## YOUR INSTRUCTIONS
Output the entries word for word. Omit images.

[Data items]
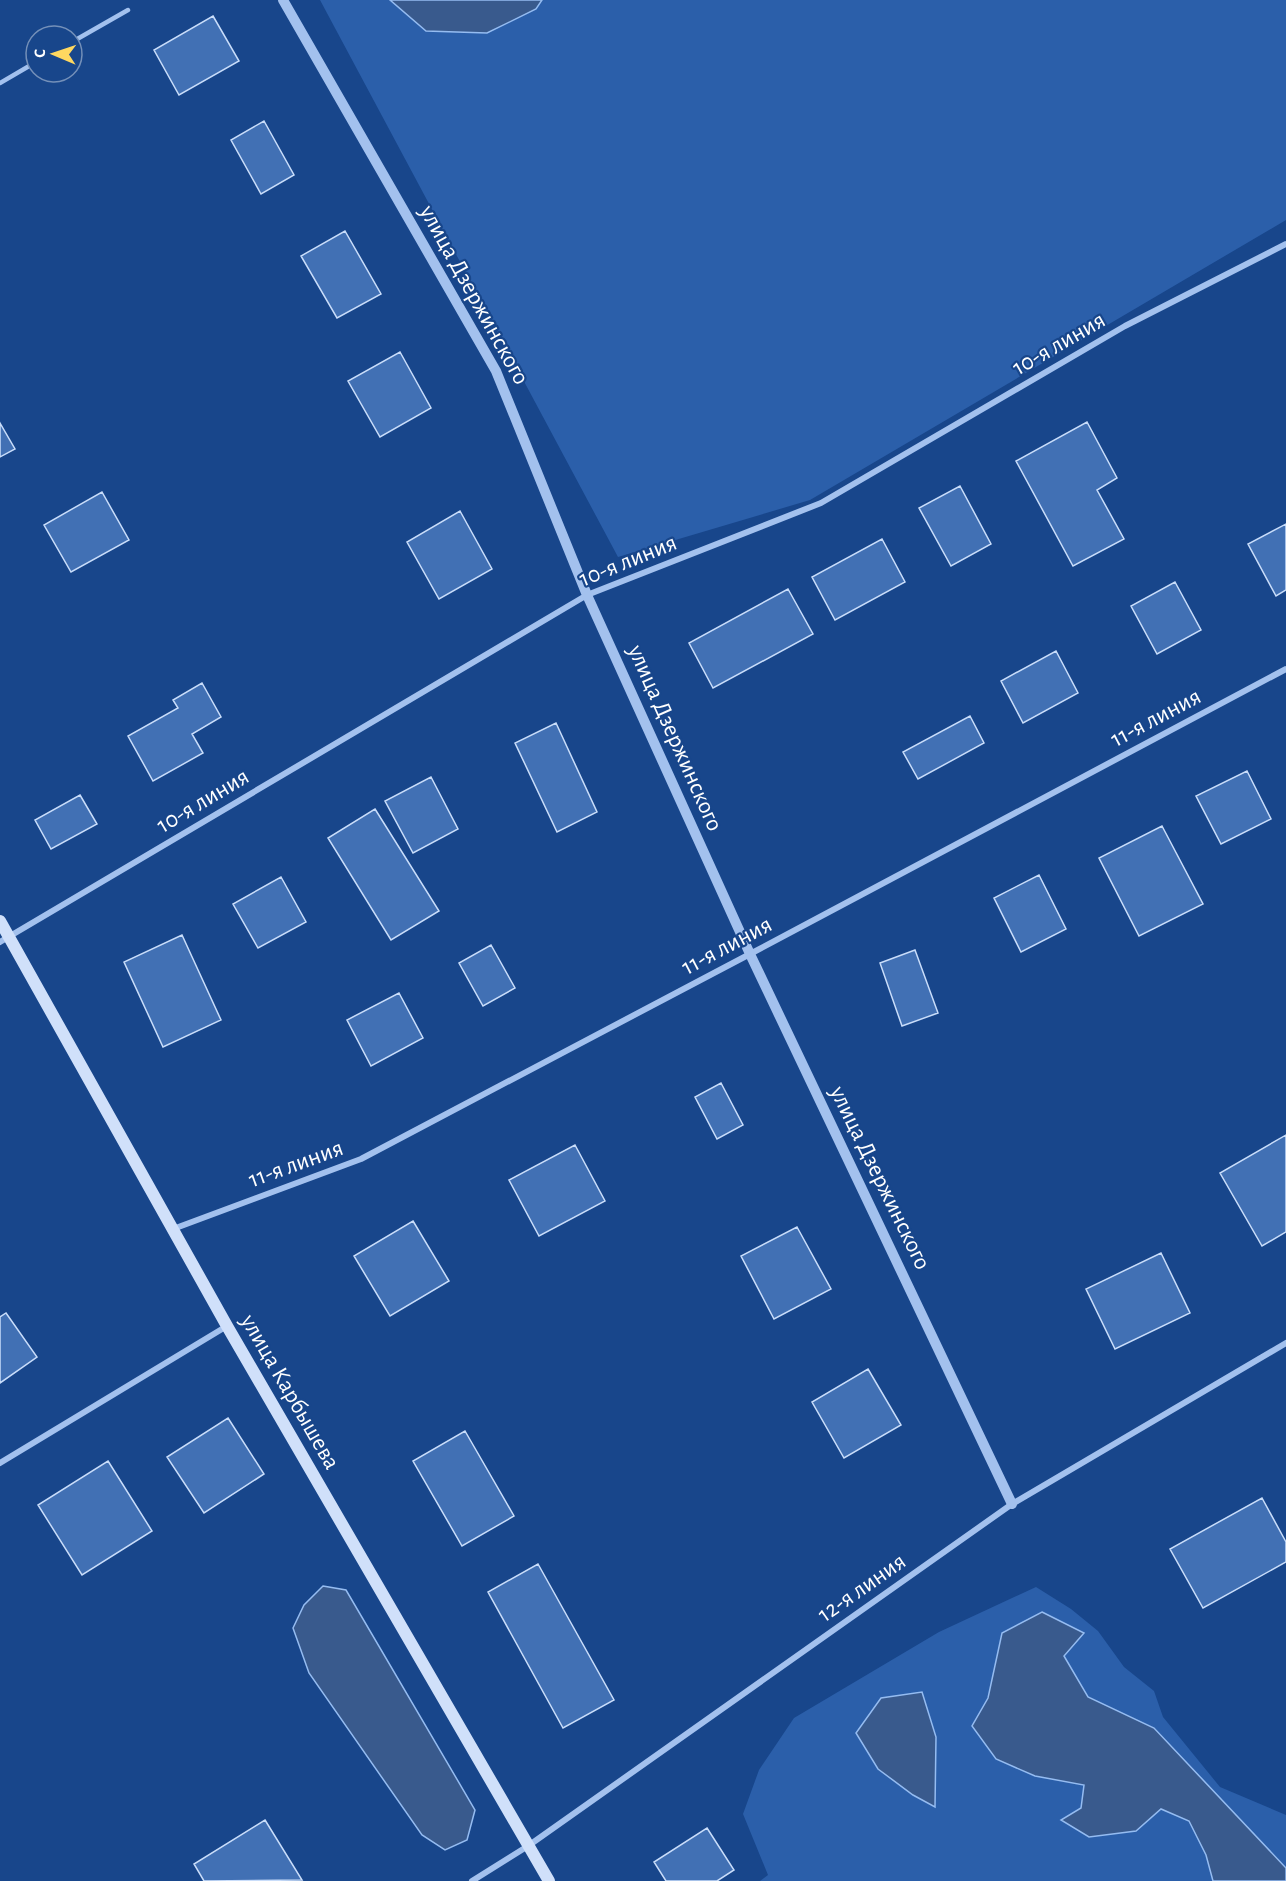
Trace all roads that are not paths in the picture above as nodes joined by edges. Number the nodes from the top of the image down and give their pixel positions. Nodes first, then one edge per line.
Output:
1 (283, 0) edge
2 (128, 10) dead end
3 (84, 35) edge
4 (24, 69) edge
5 (0, 83) edge
6 (1286, 244) edge
7 (587, 595) junction
8 (1286, 669) edge
9 (0, 921) edge
10 (4, 939) edge
11 (750, 954) junction
12 (173, 1229) junction
13 (228, 1326) junction
14 (1286, 1343) edge
15 (0, 1463) edge
16 (1012, 1504) junction
17 (528, 1846) junction
18 (472, 1881) edge
19 (549, 1881) edge

1 - 7 street, улица Дзержинского
2 - 3 lane
4 - 5 lane
6 - 7 street, 10-я линия
7 - 10 street, 10-я линия
7 - 11 street, улица Дзержинского
8 - 11 street, 11-я линия
9 - 10 main road, улица Карбышева
10 - 12 main road, улица Карбышева
11 - 12 street, 11-я линия
11 - 16 street, улица Дзержинского
12 - 13 main road, улица Карбышева
13 - 15 street
13 - 17 main road, улица Карбышева
14 - 16 street, 12-я линия
16 - 17 street, 12-я линия
17 - 18 street, 12-я линия
17 - 19 main road, улица Карбышева

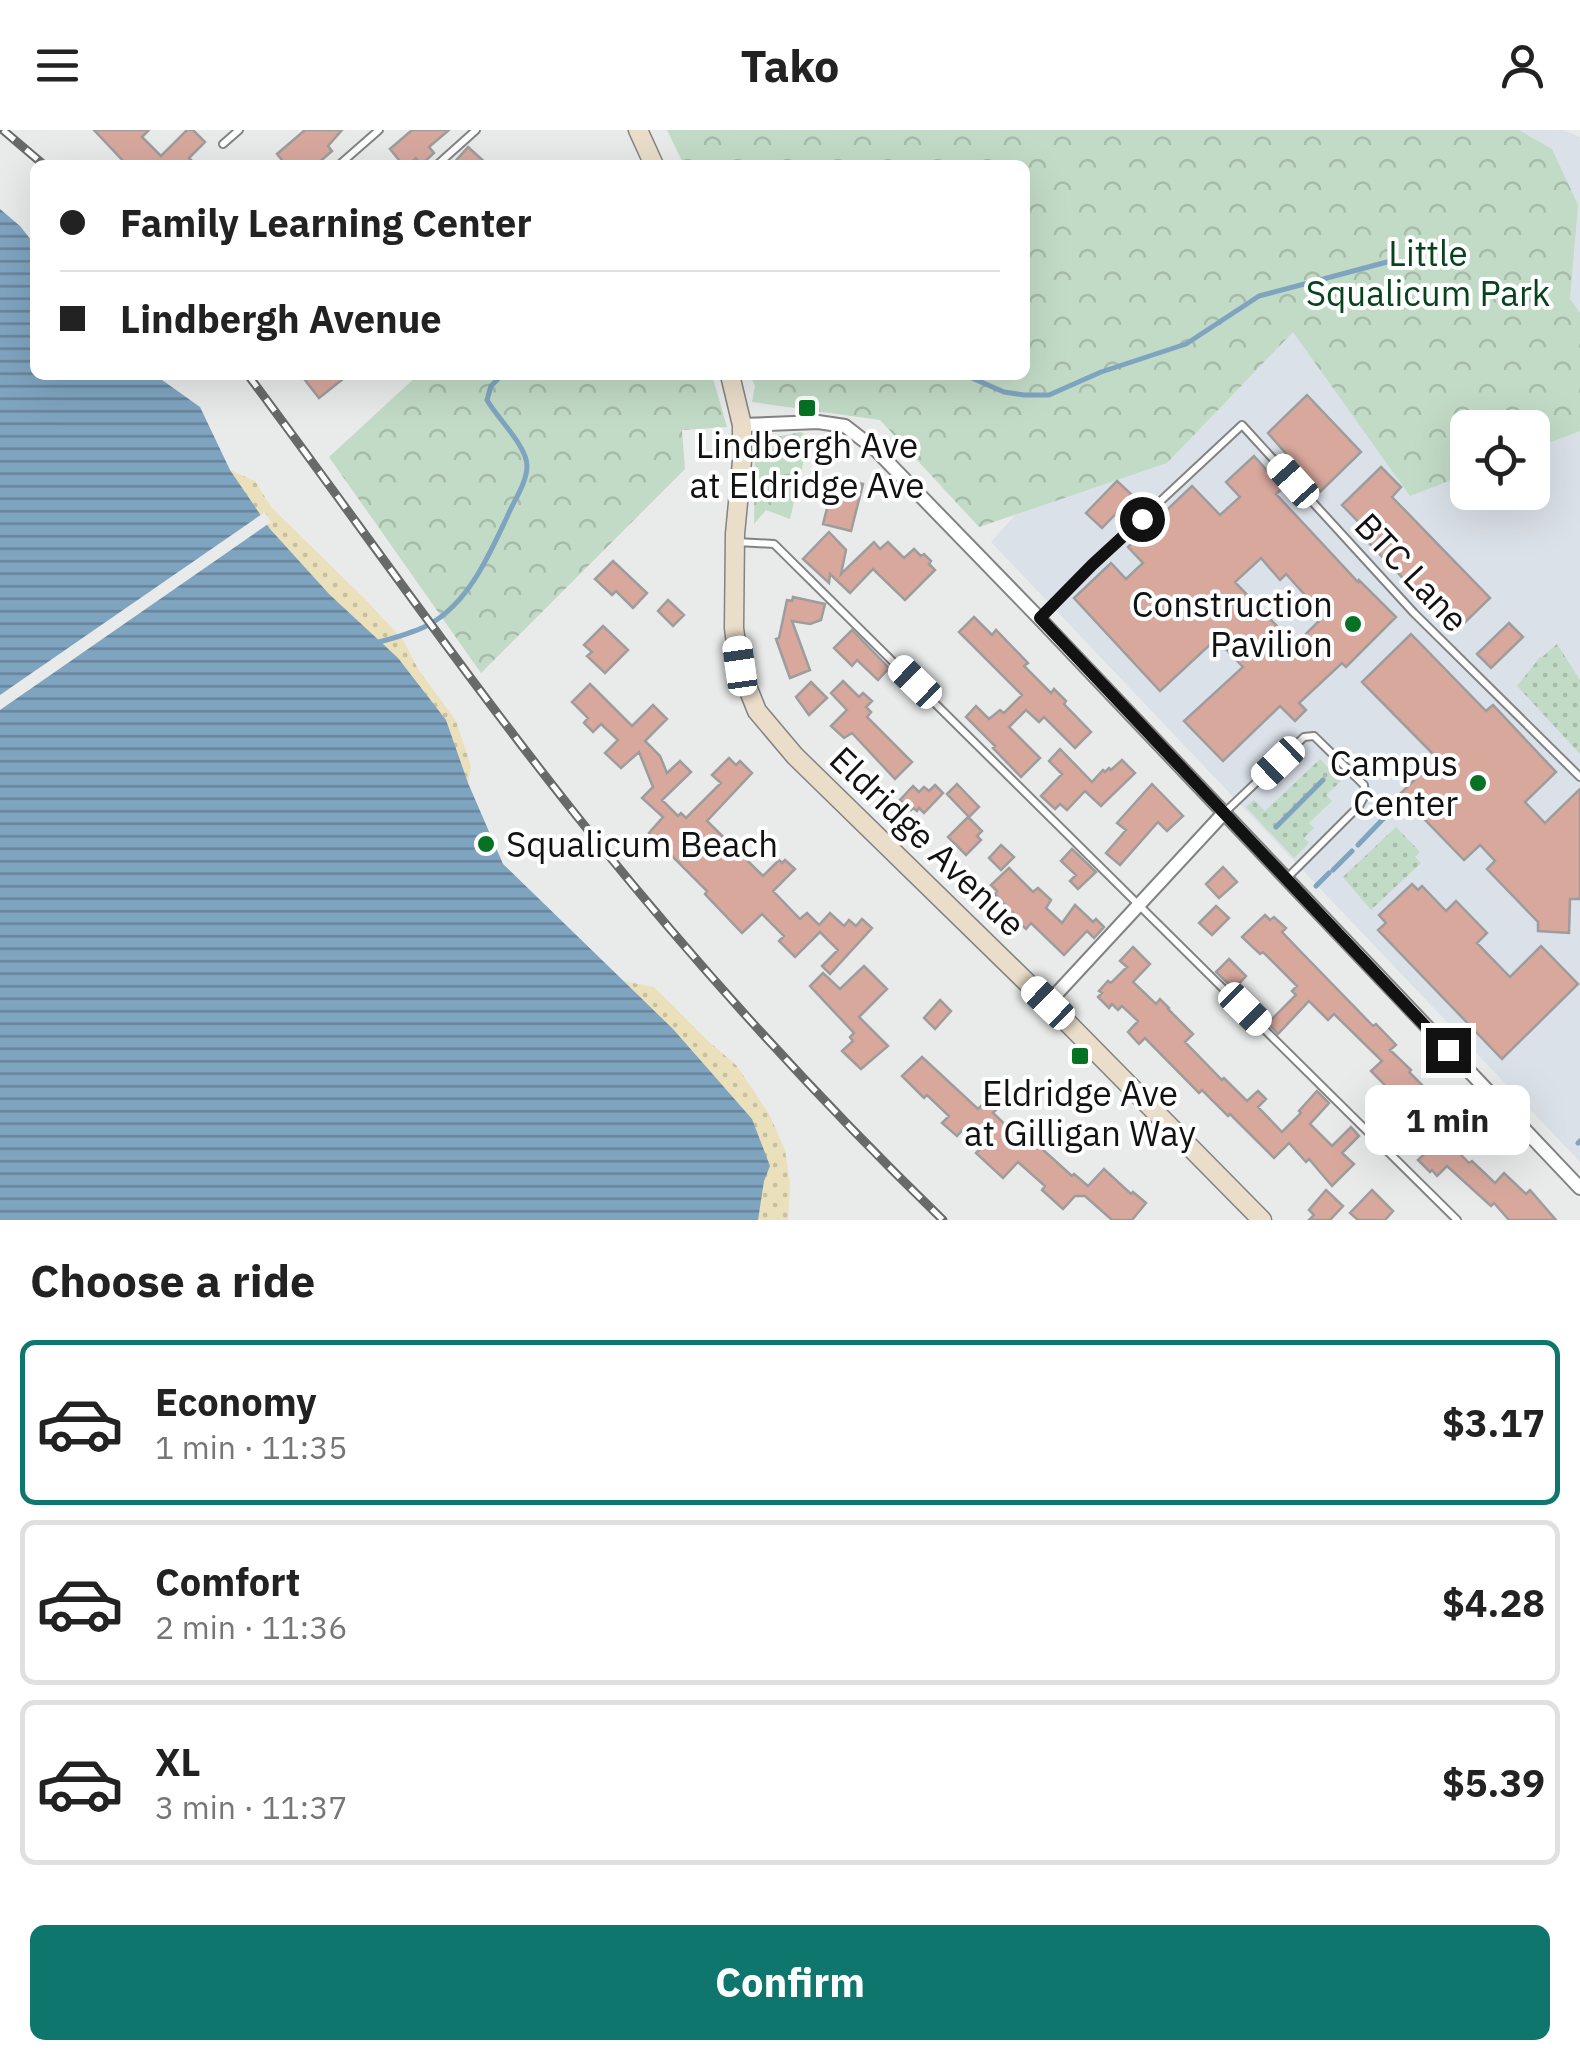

## ANSWER TO THIS PROBLEM
Trace all roads that are not paths in the picture above as nodes joined by edges. Number the nodes from the top of the image down and give their pixel positions. Nodes first, then one edge per line.
Output:
1 (283, 0) edge
2 (128, 10) dead end
3 (84, 35) edge
4 (24, 69) edge
5 (0, 83) edge
6 (1286, 244) edge
7 (587, 595) junction
8 (1286, 669) edge
9 (0, 921) edge
10 (4, 939) edge
11 (750, 954) junction
12 (173, 1229) junction
13 (228, 1326) junction
14 (1286, 1343) edge
15 (0, 1463) edge
16 (1012, 1504) junction
17 (528, 1846) junction
18 (472, 1881) edge
19 (549, 1881) edge

1 - 7 street, улица Дзержинского
2 - 3 lane
4 - 5 lane
6 - 7 street, 10-я линия
7 - 10 street, 10-я линия
7 - 11 street, улица Дзержинского
8 - 11 street, 11-я линия
9 - 10 main road, улица Карбышева
10 - 12 main road, улица Карбышева
11 - 12 street, 11-я линия
11 - 16 street, улица Дзержинского
12 - 13 main road, улица Карбышева
13 - 15 street
13 - 17 main road, улица Карбышева
14 - 16 street, 12-я линия
16 - 17 street, 12-я линия
17 - 18 street, 12-я линия
17 - 19 main road, улица Карбышева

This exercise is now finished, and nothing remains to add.